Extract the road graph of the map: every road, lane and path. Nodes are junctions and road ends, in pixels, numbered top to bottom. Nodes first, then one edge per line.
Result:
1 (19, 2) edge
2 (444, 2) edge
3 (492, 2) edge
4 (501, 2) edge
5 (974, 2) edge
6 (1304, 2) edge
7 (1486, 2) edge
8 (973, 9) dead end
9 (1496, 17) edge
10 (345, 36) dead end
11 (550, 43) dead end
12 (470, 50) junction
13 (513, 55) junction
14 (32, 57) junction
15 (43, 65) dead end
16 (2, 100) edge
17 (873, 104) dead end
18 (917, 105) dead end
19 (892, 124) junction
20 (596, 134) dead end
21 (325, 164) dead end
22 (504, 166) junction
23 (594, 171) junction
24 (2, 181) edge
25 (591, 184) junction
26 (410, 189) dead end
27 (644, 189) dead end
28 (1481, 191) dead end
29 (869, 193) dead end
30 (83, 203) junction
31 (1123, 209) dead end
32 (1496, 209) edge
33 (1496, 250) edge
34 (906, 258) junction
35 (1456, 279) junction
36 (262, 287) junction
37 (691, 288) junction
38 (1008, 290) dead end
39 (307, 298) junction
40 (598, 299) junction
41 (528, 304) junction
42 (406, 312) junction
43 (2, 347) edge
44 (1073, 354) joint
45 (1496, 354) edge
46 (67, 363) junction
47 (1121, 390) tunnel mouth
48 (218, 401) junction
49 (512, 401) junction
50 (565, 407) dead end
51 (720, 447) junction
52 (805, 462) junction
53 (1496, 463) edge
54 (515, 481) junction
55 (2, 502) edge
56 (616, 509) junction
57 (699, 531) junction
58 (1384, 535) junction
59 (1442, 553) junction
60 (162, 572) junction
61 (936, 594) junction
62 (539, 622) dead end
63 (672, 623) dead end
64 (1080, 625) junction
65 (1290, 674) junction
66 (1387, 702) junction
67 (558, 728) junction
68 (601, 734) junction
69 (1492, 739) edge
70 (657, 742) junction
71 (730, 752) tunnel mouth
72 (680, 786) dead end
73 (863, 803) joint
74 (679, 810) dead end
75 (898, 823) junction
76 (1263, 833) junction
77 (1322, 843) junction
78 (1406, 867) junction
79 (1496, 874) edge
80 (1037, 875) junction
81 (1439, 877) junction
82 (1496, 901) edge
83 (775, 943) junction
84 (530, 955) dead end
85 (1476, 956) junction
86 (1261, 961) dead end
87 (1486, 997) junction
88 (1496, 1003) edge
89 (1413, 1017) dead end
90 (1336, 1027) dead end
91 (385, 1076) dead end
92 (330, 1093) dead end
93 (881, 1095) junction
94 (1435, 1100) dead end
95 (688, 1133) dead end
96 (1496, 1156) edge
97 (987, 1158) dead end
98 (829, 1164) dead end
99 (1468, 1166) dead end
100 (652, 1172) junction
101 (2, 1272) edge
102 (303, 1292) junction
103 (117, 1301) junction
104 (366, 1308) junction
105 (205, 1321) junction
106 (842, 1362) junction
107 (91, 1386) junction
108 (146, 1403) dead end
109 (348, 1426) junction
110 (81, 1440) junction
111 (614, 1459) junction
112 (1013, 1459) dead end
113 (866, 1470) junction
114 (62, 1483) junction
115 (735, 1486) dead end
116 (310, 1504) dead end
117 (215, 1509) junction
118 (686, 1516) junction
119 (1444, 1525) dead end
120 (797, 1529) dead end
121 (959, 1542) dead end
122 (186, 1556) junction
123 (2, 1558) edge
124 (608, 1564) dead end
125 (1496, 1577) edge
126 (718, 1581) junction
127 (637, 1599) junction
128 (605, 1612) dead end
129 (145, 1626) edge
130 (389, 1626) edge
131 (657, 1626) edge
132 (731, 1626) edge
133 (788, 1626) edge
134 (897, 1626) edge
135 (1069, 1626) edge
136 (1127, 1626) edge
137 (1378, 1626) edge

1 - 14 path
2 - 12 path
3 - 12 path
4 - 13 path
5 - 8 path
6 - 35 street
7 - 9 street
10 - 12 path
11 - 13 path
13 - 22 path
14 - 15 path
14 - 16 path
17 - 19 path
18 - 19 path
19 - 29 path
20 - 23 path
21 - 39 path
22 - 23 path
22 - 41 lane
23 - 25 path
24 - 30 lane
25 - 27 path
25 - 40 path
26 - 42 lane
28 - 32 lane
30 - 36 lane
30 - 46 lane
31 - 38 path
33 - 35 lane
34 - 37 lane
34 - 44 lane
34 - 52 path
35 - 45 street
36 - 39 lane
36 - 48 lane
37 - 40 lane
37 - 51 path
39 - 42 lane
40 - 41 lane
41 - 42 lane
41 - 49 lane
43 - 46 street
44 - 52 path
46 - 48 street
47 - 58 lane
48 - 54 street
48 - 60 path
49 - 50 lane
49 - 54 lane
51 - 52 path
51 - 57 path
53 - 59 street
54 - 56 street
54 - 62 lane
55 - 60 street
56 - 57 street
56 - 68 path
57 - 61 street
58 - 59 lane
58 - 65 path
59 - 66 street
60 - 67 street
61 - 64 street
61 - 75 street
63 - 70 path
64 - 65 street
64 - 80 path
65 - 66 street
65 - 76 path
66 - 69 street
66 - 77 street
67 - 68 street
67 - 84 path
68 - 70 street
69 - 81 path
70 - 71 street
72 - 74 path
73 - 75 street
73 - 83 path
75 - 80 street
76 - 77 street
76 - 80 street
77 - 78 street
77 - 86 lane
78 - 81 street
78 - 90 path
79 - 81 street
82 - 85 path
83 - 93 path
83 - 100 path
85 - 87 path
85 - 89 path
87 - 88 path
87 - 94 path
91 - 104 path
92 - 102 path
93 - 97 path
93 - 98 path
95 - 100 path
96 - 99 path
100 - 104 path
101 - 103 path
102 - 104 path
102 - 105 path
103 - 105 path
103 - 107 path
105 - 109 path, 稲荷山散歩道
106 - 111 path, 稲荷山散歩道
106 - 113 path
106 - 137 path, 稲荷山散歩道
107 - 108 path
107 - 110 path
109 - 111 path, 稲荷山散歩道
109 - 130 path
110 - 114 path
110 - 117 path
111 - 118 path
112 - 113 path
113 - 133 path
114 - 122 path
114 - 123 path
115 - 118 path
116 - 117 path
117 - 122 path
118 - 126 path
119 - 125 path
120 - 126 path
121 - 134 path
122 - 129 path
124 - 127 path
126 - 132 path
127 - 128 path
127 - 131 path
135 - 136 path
———
Output the listing above in its entirety, exactly as given.

Extract the road graph of the map: every road, lane and path. Nodes are junctions and road ends, in pixels, numbered top to bottom. Nodes first, then one edge per line.
Result:
1 (19, 2) edge
2 (444, 2) edge
3 (492, 2) edge
4 (501, 2) edge
5 (974, 2) edge
6 (1304, 2) edge
7 (1486, 2) edge
8 (973, 9) dead end
9 (1496, 17) edge
10 (345, 36) dead end
11 (550, 43) dead end
12 (470, 50) junction
13 (513, 55) junction
14 (32, 57) junction
15 (43, 65) dead end
16 (2, 100) edge
17 (873, 104) dead end
18 (917, 105) dead end
19 (892, 124) junction
20 (596, 134) dead end
21 (325, 164) dead end
22 (504, 166) junction
23 (594, 171) junction
24 (2, 181) edge
25 (591, 184) junction
26 (410, 189) dead end
27 (644, 189) dead end
28 (1481, 191) dead end
29 (869, 193) dead end
30 (83, 203) junction
31 (1123, 209) dead end
32 (1496, 209) edge
33 (1496, 250) edge
34 (906, 258) junction
35 (1456, 279) junction
36 (262, 287) junction
37 (691, 288) junction
38 (1008, 290) dead end
39 (307, 298) junction
40 (598, 299) junction
41 (528, 304) junction
42 (406, 312) junction
43 (2, 347) edge
44 (1073, 354) joint
45 (1496, 354) edge
46 (67, 363) junction
47 (1121, 390) tunnel mouth
48 (218, 401) junction
49 (512, 401) junction
50 (565, 407) dead end
51 (720, 447) junction
52 (805, 462) junction
53 (1496, 463) edge
54 (515, 481) junction
55 (2, 502) edge
56 (616, 509) junction
57 (699, 531) junction
58 (1384, 535) junction
59 (1442, 553) junction
60 (162, 572) junction
61 (936, 594) junction
62 (539, 622) dead end
63 (672, 623) dead end
64 (1080, 625) junction
65 (1290, 674) junction
66 (1387, 702) junction
67 (558, 728) junction
68 (601, 734) junction
69 (1492, 739) edge
70 (657, 742) junction
71 (730, 752) tunnel mouth
72 (680, 786) dead end
73 (863, 803) joint
74 (679, 810) dead end
75 (898, 823) junction
76 (1263, 833) junction
77 (1322, 843) junction
78 (1406, 867) junction
79 (1496, 874) edge
80 (1037, 875) junction
81 (1439, 877) junction
82 (1496, 901) edge
83 (775, 943) junction
84 (530, 955) dead end
85 (1476, 956) junction
86 (1261, 961) dead end
87 (1486, 997) junction
88 (1496, 1003) edge
89 (1413, 1017) dead end
90 (1336, 1027) dead end
91 (385, 1076) dead end
92 (330, 1093) dead end
93 (881, 1095) junction
94 (1435, 1100) dead end
95 (688, 1133) dead end
96 (1496, 1156) edge
97 (987, 1158) dead end
98 (829, 1164) dead end
99 (1468, 1166) dead end
100 (652, 1172) junction
101 (2, 1272) edge
102 (303, 1292) junction
103 (117, 1301) junction
104 (366, 1308) junction
105 (205, 1321) junction
106 (842, 1362) junction
107 (91, 1386) junction
108 (146, 1403) dead end
109 (348, 1426) junction
110 (81, 1440) junction
111 (614, 1459) junction
112 (1013, 1459) dead end
113 (866, 1470) junction
114 (62, 1483) junction
115 (735, 1486) dead end
116 (310, 1504) dead end
117 (215, 1509) junction
118 (686, 1516) junction
119 (1444, 1525) dead end
120 (797, 1529) dead end
121 (959, 1542) dead end
122 (186, 1556) junction
123 (2, 1558) edge
124 (608, 1564) dead end
125 (1496, 1577) edge
126 (718, 1581) junction
127 (637, 1599) junction
128 (605, 1612) dead end
129 (145, 1626) edge
130 (389, 1626) edge
131 (657, 1626) edge
132 (731, 1626) edge
133 (788, 1626) edge
134 (897, 1626) edge
135 (1069, 1626) edge
136 (1127, 1626) edge
137 (1378, 1626) edge

1 - 14 path
2 - 12 path
3 - 12 path
4 - 13 path
5 - 8 path
6 - 35 street
7 - 9 street
10 - 12 path
11 - 13 path
13 - 22 path
14 - 15 path
14 - 16 path
17 - 19 path
18 - 19 path
19 - 29 path
20 - 23 path
21 - 39 path
22 - 23 path
22 - 41 lane
23 - 25 path
24 - 30 lane
25 - 27 path
25 - 40 path
26 - 42 lane
28 - 32 lane
30 - 36 lane
30 - 46 lane
31 - 38 path
33 - 35 lane
34 - 37 lane
34 - 44 lane
34 - 52 path
35 - 45 street
36 - 39 lane
36 - 48 lane
37 - 40 lane
37 - 51 path
39 - 42 lane
40 - 41 lane
41 - 42 lane
41 - 49 lane
43 - 46 street
44 - 52 path
46 - 48 street
47 - 58 lane
48 - 54 street
48 - 60 path
49 - 50 lane
49 - 54 lane
51 - 52 path
51 - 57 path
53 - 59 street
54 - 56 street
54 - 62 lane
55 - 60 street
56 - 57 street
56 - 68 path
57 - 61 street
58 - 59 lane
58 - 65 path
59 - 66 street
60 - 67 street
61 - 64 street
61 - 75 street
63 - 70 path
64 - 65 street
64 - 80 path
65 - 66 street
65 - 76 path
66 - 69 street
66 - 77 street
67 - 68 street
67 - 84 path
68 - 70 street
69 - 81 path
70 - 71 street
72 - 74 path
73 - 75 street
73 - 83 path
75 - 80 street
76 - 77 street
76 - 80 street
77 - 78 street
77 - 86 lane
78 - 81 street
78 - 90 path
79 - 81 street
82 - 85 path
83 - 93 path
83 - 100 path
85 - 87 path
85 - 89 path
87 - 88 path
87 - 94 path
91 - 104 path
92 - 102 path
93 - 97 path
93 - 98 path
95 - 100 path
96 - 99 path
100 - 104 path
101 - 103 path
102 - 104 path
102 - 105 path
103 - 105 path
103 - 107 path
105 - 109 path, 稲荷山散歩道
106 - 111 path, 稲荷山散歩道
106 - 113 path
106 - 137 path, 稲荷山散歩道
107 - 108 path
107 - 110 path
109 - 111 path, 稲荷山散歩道
109 - 130 path
110 - 114 path
110 - 117 path
111 - 118 path
112 - 113 path
113 - 133 path
114 - 122 path
114 - 123 path
115 - 118 path
116 - 117 path
117 - 122 path
118 - 126 path
119 - 125 path
120 - 126 path
121 - 134 path
122 - 129 path
124 - 127 path
126 - 132 path
127 - 128 path
127 - 131 path
135 - 136 path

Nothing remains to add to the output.